Chinese regulators ask banks to increase lending – sources


SHANGHAI/BEIJING, August 26 (Reuters)China’s central bank has stepped up pressure on lenders with new instructions to increase lending, said six bankers with knowledge of the matter, as the world’s second-largest economy faces an economic slowdown and plummeting borrower confidence.

The informal message, delivered via phone calls in recent months to commercial, rural and even foreign banks, was to lend more money to productive businesses and put less into financial investments, the banking sources said.

The calls, which the sources said came from the People’s Bank of China (PBOC) and, in one case, the The China Banking and Insurance Regulatory Commission (CBIRC) is the latest in a series of official efforts to encourage money out of a cash-flooded financial system and into lending that could boost real growth.

China’s economy narrowly avoided contracting in the last quarter due to widespread COVID-19 lockdowns and economists say its nascent recovery risks running out of steam amid new virus outbreaks and a looming crisis. is worsening in the real estate market.

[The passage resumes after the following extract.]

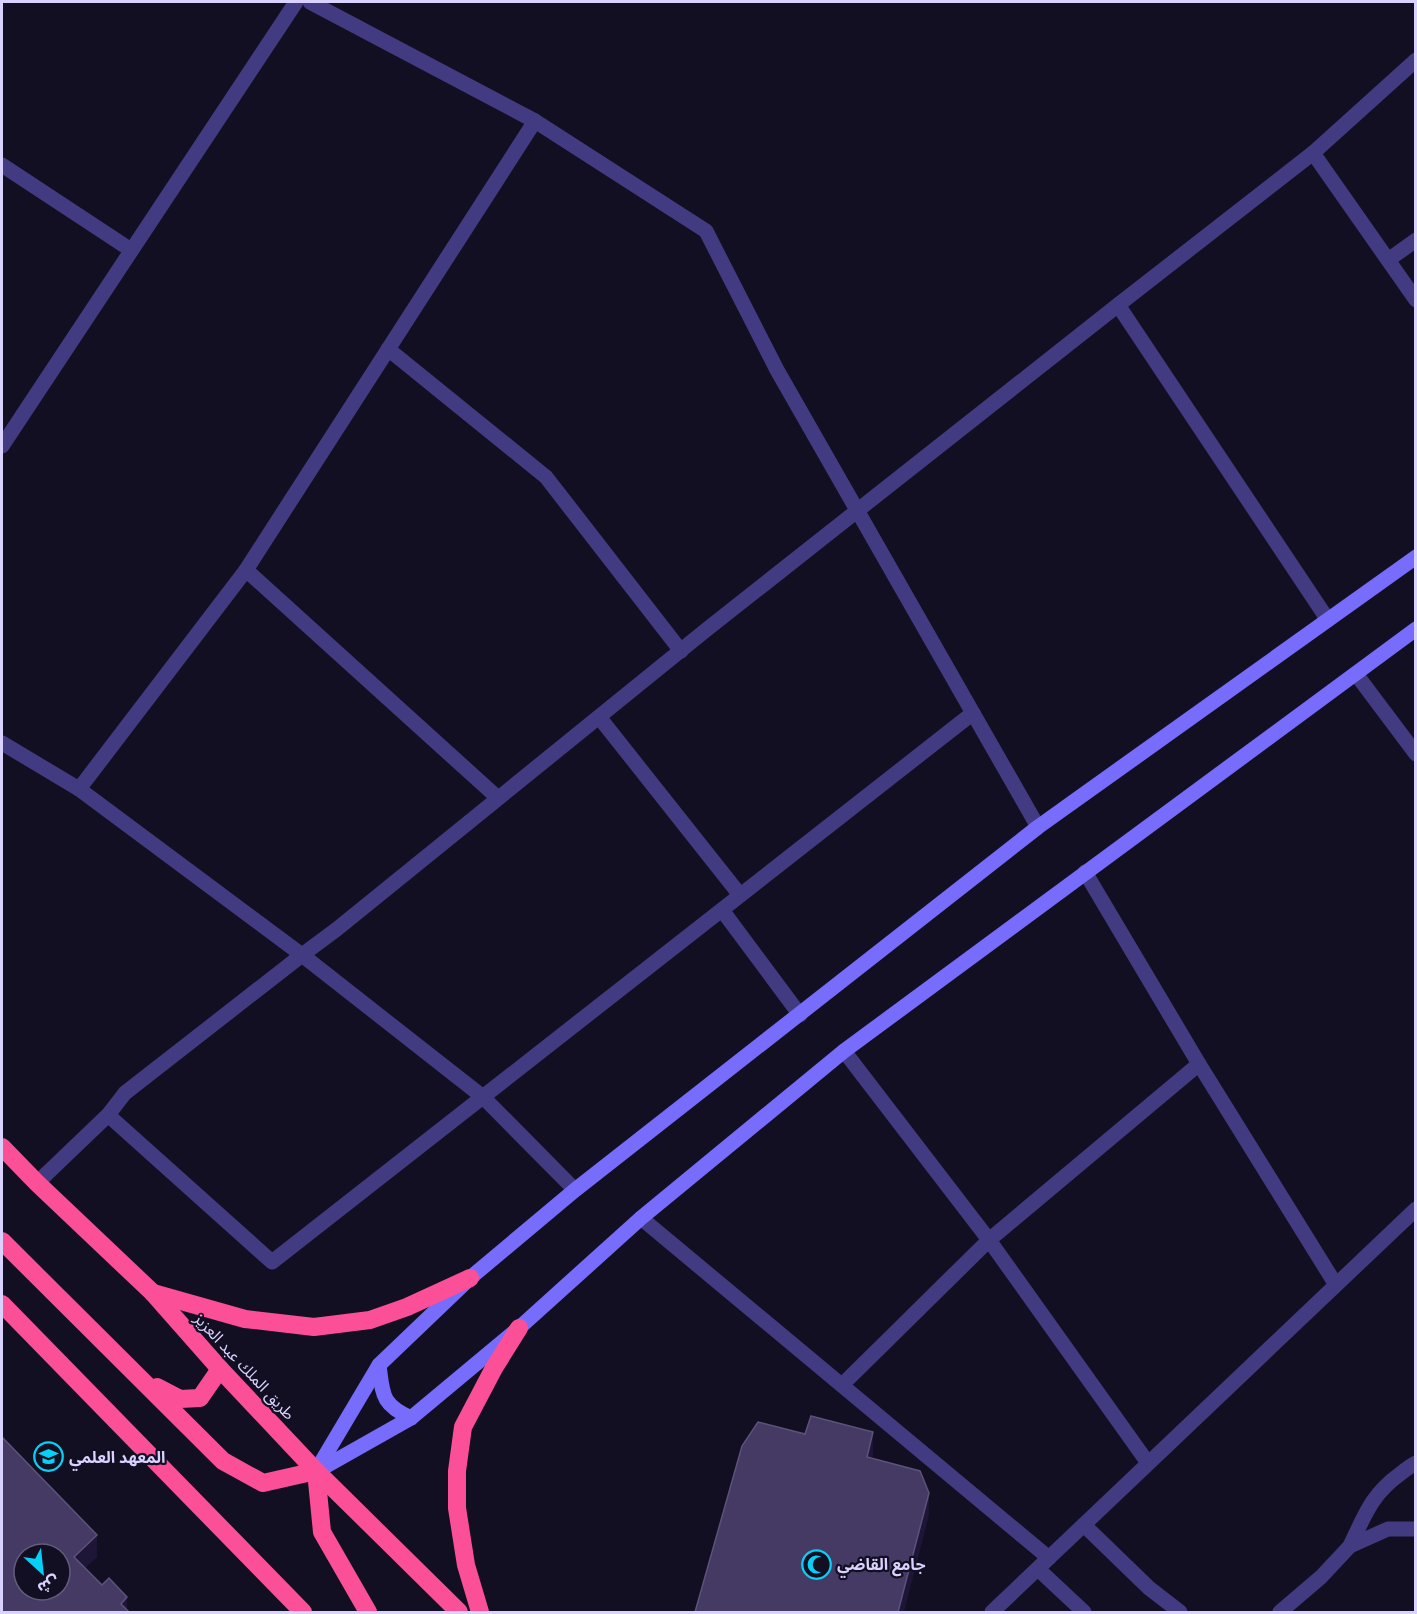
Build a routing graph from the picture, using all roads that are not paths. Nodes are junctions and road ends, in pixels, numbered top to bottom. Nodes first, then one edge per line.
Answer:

New bank lending in July fell to less than a quarter of June’s amount and China cut three key rates this month in a bid to restore credit demand.

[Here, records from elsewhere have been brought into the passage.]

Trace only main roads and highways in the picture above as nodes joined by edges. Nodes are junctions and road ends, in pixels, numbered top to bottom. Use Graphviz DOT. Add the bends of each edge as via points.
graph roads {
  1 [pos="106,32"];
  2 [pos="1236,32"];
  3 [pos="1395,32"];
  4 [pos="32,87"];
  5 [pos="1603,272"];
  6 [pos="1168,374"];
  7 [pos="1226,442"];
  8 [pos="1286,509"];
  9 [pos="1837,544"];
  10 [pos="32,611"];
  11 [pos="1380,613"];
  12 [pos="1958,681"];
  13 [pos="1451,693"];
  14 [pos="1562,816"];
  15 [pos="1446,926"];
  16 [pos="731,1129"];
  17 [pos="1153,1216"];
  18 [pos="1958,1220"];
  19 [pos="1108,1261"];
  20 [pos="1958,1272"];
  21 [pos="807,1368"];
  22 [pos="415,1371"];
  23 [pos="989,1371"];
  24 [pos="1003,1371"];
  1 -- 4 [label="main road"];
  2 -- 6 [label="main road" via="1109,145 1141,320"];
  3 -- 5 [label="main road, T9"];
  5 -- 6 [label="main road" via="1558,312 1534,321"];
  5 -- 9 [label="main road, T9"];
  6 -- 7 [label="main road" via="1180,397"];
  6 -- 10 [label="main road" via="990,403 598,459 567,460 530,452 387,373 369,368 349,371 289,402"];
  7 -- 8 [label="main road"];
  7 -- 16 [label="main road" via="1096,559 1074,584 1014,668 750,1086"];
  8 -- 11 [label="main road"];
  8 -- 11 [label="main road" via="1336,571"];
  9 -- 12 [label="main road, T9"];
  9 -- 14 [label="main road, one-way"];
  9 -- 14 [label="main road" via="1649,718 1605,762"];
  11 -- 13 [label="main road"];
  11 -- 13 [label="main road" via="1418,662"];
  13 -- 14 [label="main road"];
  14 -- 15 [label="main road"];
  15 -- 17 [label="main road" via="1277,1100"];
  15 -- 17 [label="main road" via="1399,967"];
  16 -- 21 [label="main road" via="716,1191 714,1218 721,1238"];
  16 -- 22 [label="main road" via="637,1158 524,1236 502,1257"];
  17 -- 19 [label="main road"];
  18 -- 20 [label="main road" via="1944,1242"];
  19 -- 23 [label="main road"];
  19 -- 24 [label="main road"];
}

The latest so-called “window guidance” is broader in scope than pressure to encourage state-backed lenders to support the struggling property sector, Reuters reported this week.

“The goal is to encourage banks to lend more and put a floor under the real economy,” one of the sources said.

“If you don’t lend, you can’t invest.”

The PBOC said it had no comment on the matter. The BCRC, The Chinese banking regulatordid not immediately respond to requests for comment.

Three of the banking sources said their banks had received a new requirement over the phone to ensure loan growth exceeded financial investment. Another, at a rural bank, said his bank was encouraged to lend to small businesses that have felt the brunt of slow spending and falling confidence.

Others have been given higher lending quotas by the banking regulator and the PBOC, or have been ordered to show year-over-year lending growth every month. after Maypeople said.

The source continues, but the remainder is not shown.